> _PROBLEM DETAILS_
Strip the pictures, then copy the remaining data exactly as it stands.

> _Saved data entries_

┄┄┄┄┄┄┄┄┄┄┄┄┄┄┄┄┄┄┄┄

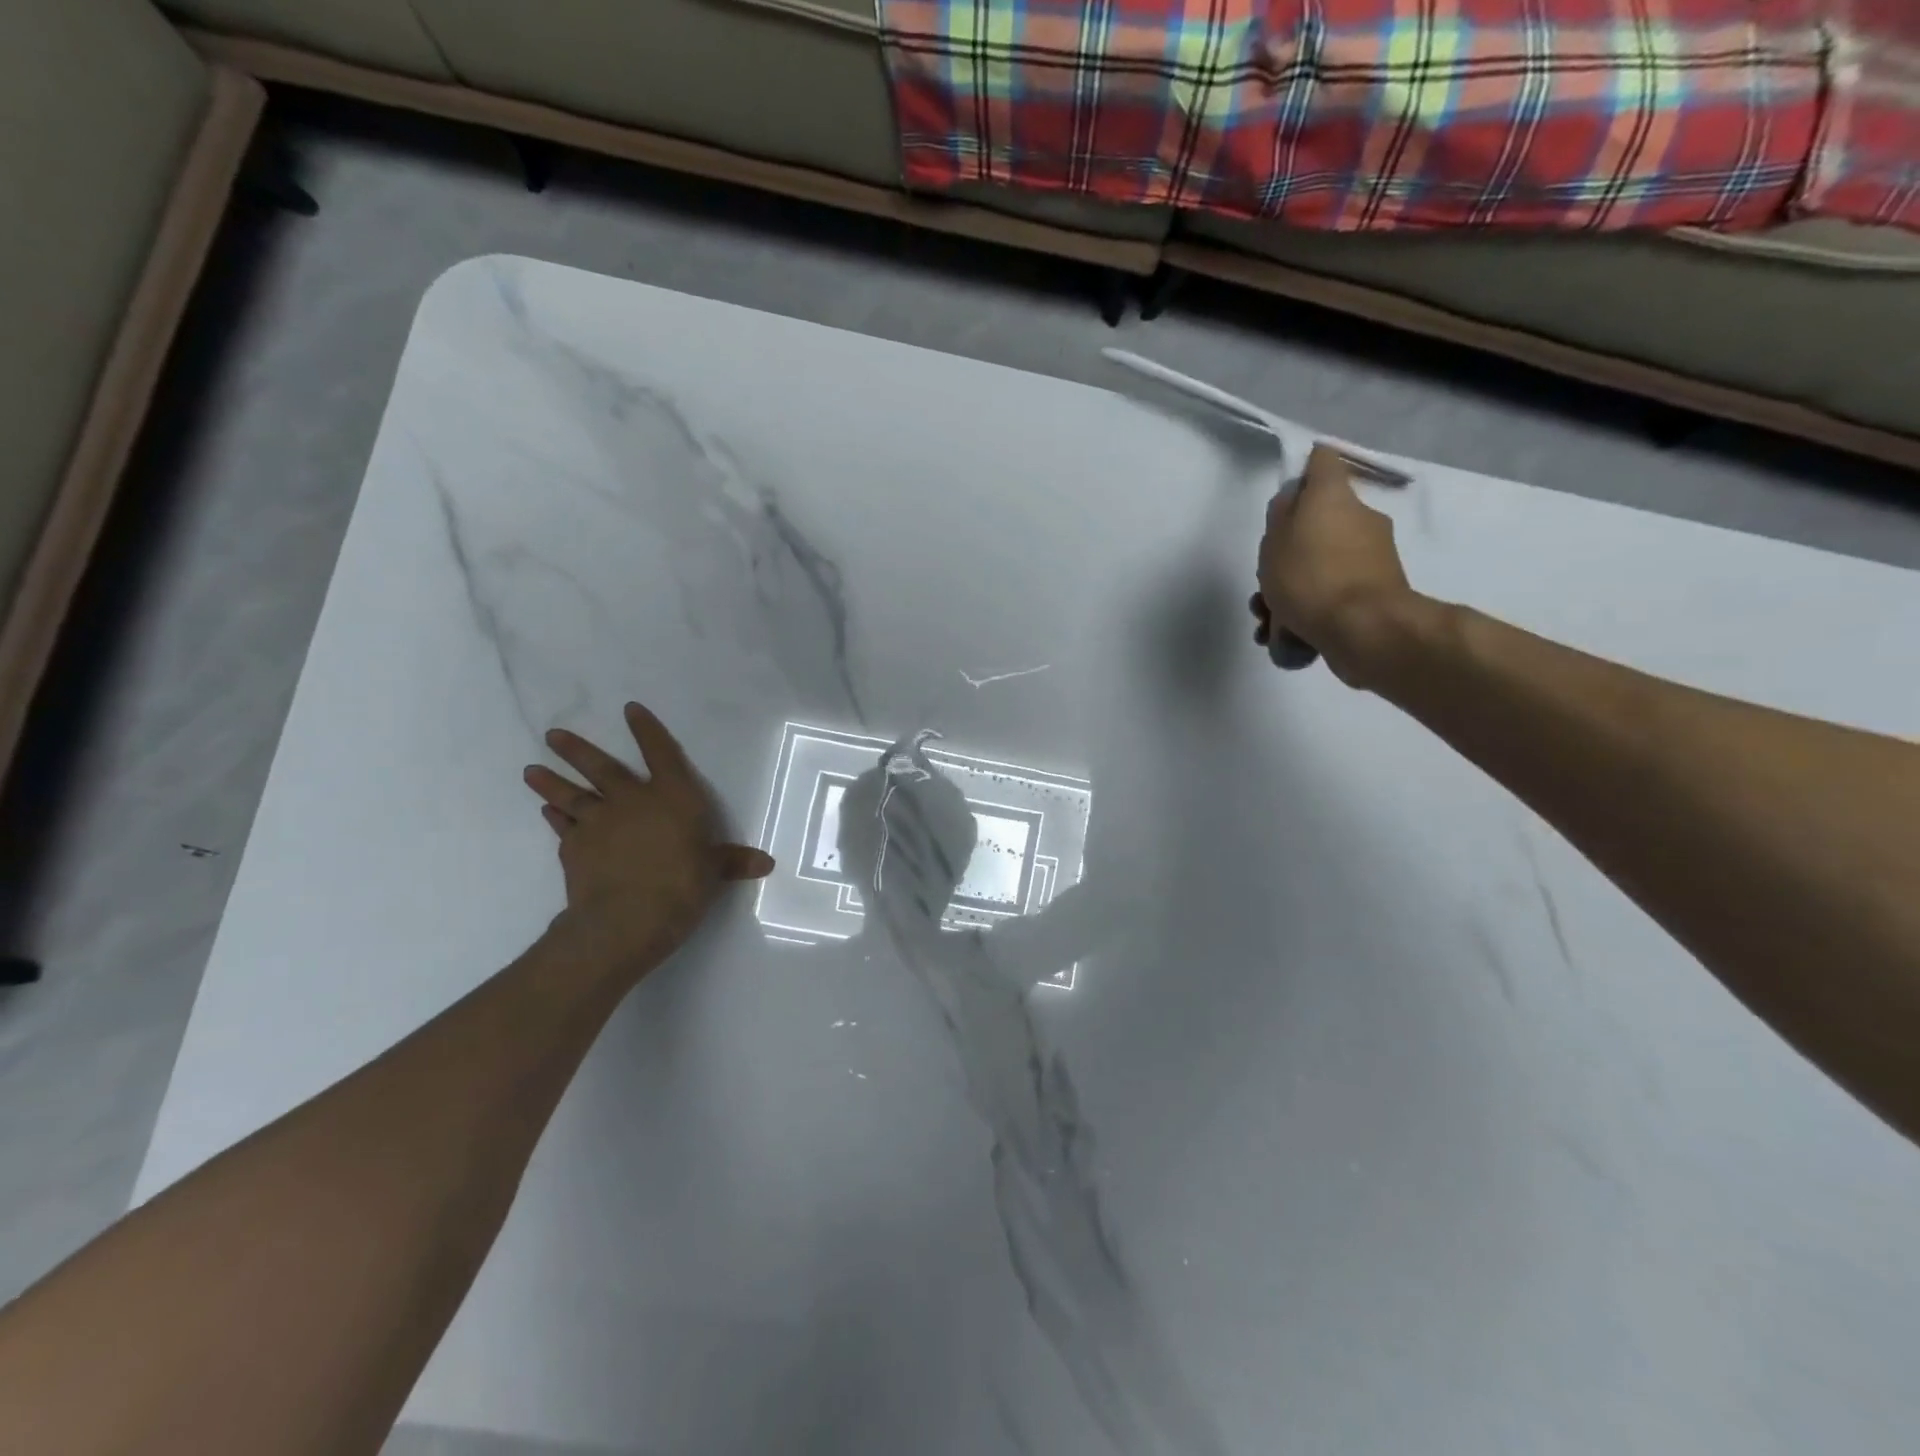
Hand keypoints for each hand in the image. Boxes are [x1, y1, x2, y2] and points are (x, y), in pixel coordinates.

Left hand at [523, 702, 774, 973]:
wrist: (627, 918)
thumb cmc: (682, 886)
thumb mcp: (714, 873)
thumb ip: (733, 862)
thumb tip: (766, 863)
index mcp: (673, 797)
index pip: (661, 753)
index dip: (647, 730)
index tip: (630, 709)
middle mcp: (632, 800)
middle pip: (602, 768)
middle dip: (577, 750)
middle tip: (553, 735)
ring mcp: (598, 822)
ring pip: (572, 794)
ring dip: (551, 781)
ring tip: (532, 770)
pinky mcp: (574, 848)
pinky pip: (563, 827)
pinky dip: (555, 818)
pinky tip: (547, 813)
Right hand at [1251, 444, 1416, 687]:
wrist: (1363, 629)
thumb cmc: (1310, 577)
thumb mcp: (1275, 543)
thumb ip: (1280, 516)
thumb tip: (1293, 501)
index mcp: (1336, 497)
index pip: (1322, 461)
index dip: (1302, 471)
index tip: (1285, 494)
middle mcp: (1361, 518)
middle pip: (1318, 523)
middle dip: (1288, 551)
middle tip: (1264, 581)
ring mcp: (1372, 556)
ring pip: (1321, 563)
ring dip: (1293, 588)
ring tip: (1268, 622)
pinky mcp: (1376, 592)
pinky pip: (1334, 592)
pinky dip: (1311, 609)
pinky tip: (1286, 636)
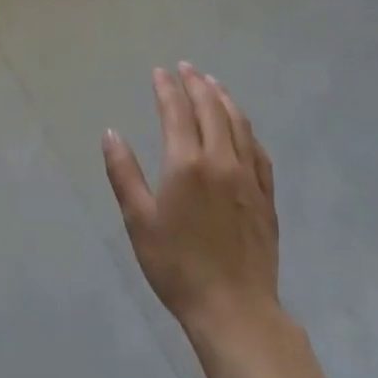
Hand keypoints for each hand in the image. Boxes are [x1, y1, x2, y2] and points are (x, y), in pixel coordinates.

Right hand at [103, 63, 280, 337]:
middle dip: (196, 84)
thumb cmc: (176, 266)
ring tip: (213, 83)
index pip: (176, 111)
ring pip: (238, 124)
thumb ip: (124, 173)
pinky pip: (258, 151)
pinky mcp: (266, 196)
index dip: (166, 88)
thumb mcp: (138, 221)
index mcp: (186, 163)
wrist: (234, 309)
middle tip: (186, 68)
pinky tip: (242, 127)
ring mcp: (249, 177)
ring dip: (224, 99)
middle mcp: (221, 160)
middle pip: (211, 109)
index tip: (159, 72)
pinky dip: (247, 129)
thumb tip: (111, 133)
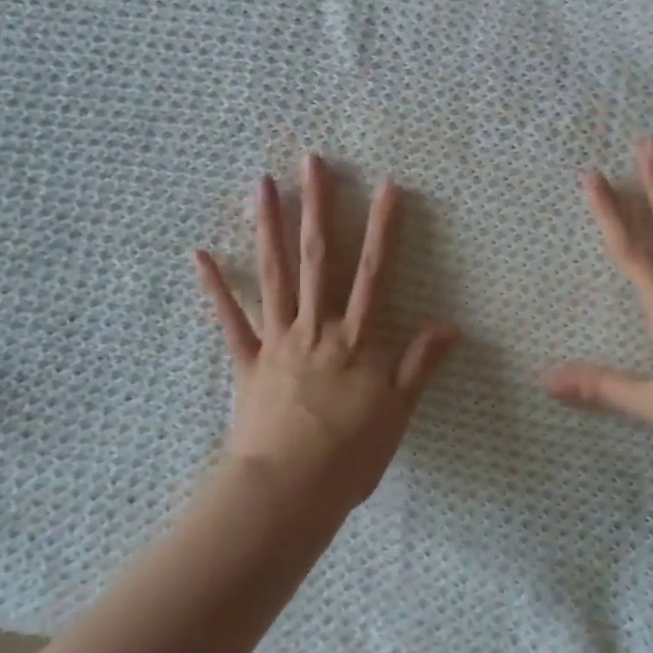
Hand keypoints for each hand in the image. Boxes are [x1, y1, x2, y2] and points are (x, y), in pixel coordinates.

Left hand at [196, 155, 456, 513]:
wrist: (288, 491)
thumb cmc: (349, 456)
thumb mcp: (398, 413)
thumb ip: (420, 365)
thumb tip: (451, 325)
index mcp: (356, 339)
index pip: (375, 272)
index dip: (383, 228)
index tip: (387, 187)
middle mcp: (316, 327)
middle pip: (318, 257)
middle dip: (317, 206)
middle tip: (311, 161)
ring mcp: (278, 340)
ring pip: (274, 274)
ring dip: (269, 227)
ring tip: (264, 184)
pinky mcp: (248, 361)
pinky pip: (229, 319)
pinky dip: (215, 288)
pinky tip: (200, 254)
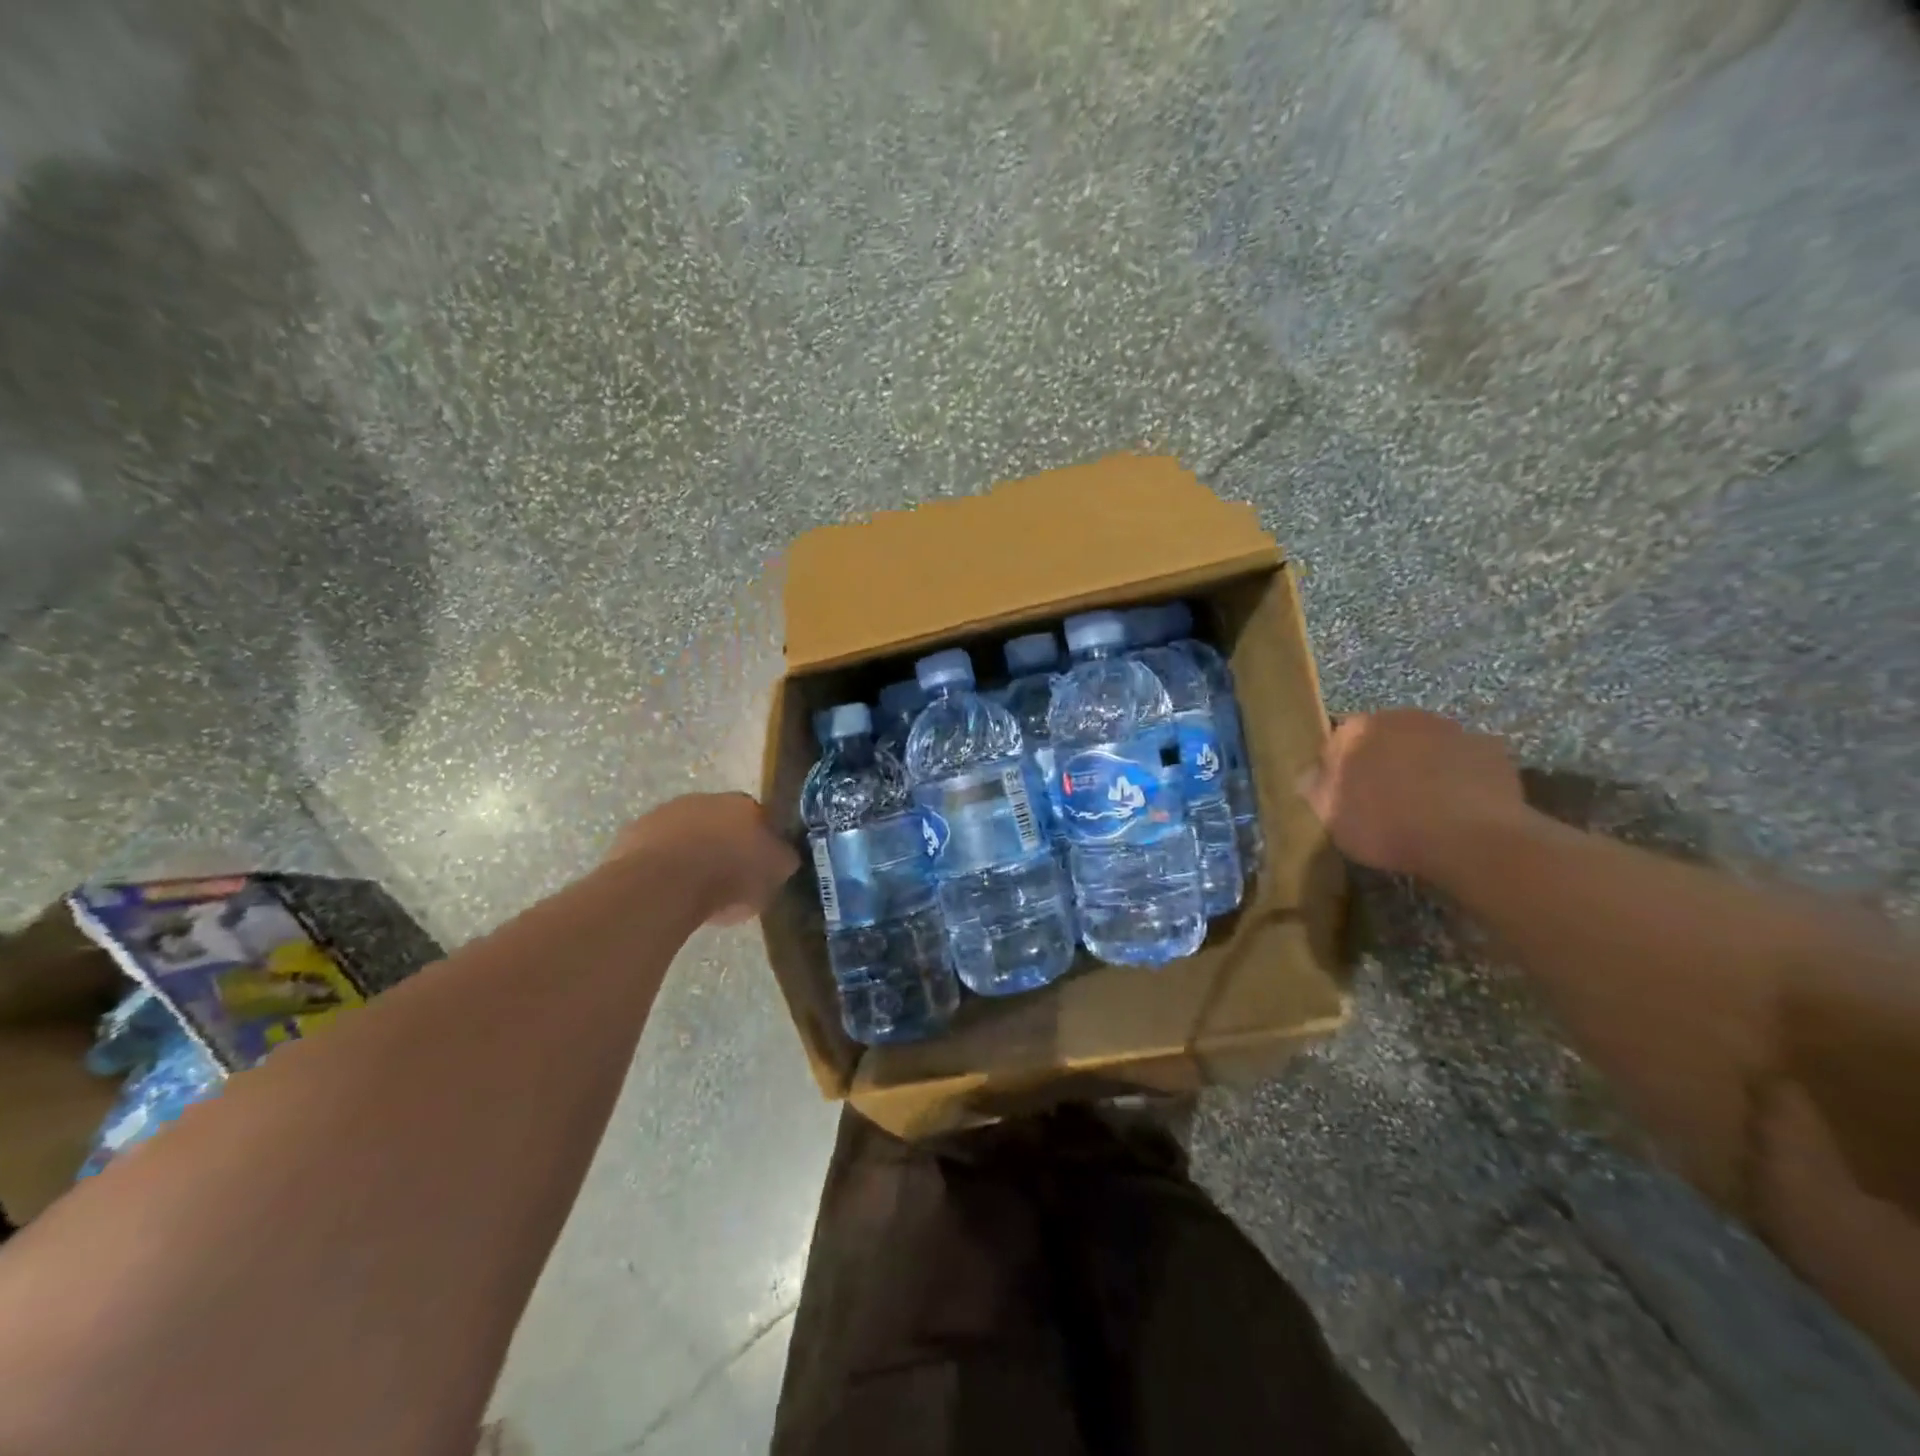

┄┄┄┄┄┄┄┄┄┄┄┄┄┄┄┄┄┄┄┄

> _SOLUTION_
Hand keypoints for each hand in the image. Boxes are [x1, y1, x2, y2] and points are (x, y), in pixel coordinates.

Left hand at [523, 702, 774, 973]:
wrist: (627, 918)
thumb cmc: (682, 886)
thumb mcp: (714, 873)
thumb ip: (733, 862)
thumb tip: (766, 863)
index mcp: (673, 797)
index pip: (661, 753)
index dip: (647, 730)
index tip: (630, 709)
middle mcp: (632, 800)
middle pip: (602, 768)
middle dip: (577, 750)
middle tip: (553, 735)
ring mcp: (598, 822)
ring pip: (572, 794)
ring dip: (551, 781)
ring tip: (532, 770)
pinky mcp: (574, 848)
pinky pip: (563, 827)
pinky dip: (555, 818)
pinky tip: (547, 813)
Right hand at [1251, 444, 1416, 687]:
wrist: (1363, 629)
thumb cmc: (1310, 577)
thumb mcp: (1275, 543)
thumb ip: (1280, 516)
thumb tip: (1293, 501)
index mcp: (1336, 497)
index pip: (1322, 461)
index dip: (1302, 471)
index tip: (1285, 494)
middle mcp: (1361, 518)
middle pip: (1318, 523)
middle dip: (1288, 551)
middle tip: (1264, 581)
ring mcp: (1372, 556)
ring pip: (1321, 563)
ring dip: (1293, 588)
ring tip: (1268, 622)
pinky mcp: (1376, 592)
pinky pip: (1334, 592)
pinky dip: (1311, 609)
pinky tip: (1286, 636)
Hand keypoints for each hand in the image. Boxes are [x1, y1, x2, y2] and points are (x, y), in pixel coordinates.

Right hand at [103, 63, 280, 337]:
middle dip: (196, 84)
thumb cmc: (176, 266)
ring tip: (213, 83)
index pip: (176, 111)
ring pip: (238, 124)
thumb ip: (124, 173)
pinky pip: (258, 151)
pinky mcp: (266, 196)
index dip: (166, 88)
thumb mcp: (138, 221)
index mcp: (186, 163)
wrist: (234, 309)
middle tip: (186, 68)
pinky tip: (242, 127)
ring mcp: (249, 177)
ring dip: (224, 99)
middle mcp: (221, 160)
middle pip: (211, 109)
index tip: (159, 72)
pinky dip: (247, 129)
thumb tip: (111, 133)
Hand keypoints for each hand in the image. Boxes are [x1, y1, x2, y2] and points are (x, y), in pixel coordinates.

Left hand at [196, 155, 456, 513]:
wrist: (288, 491)
thumb cmc: (349, 456)
thumb mcp: (398, 413)
thumb ip: (420, 365)
thumb tip: (451, 325)
index mcp: (356, 339)
index pip: (375, 272)
index dip: (383, 228)
index tip: (387, 187)
middle mcp: (316, 327)
middle pip: (318, 257)
middle dip: (317, 206)
middle tip: (311, 161)
ring mcp: (278, 340)
ring pip: (274, 274)
ring dip: (269, 227)
ring tip: (264, 184)
pinky mcp: (248, 361)
pinky pip: (229, 319)
pinky dip: (215, 288)
pinky tip: (200, 254)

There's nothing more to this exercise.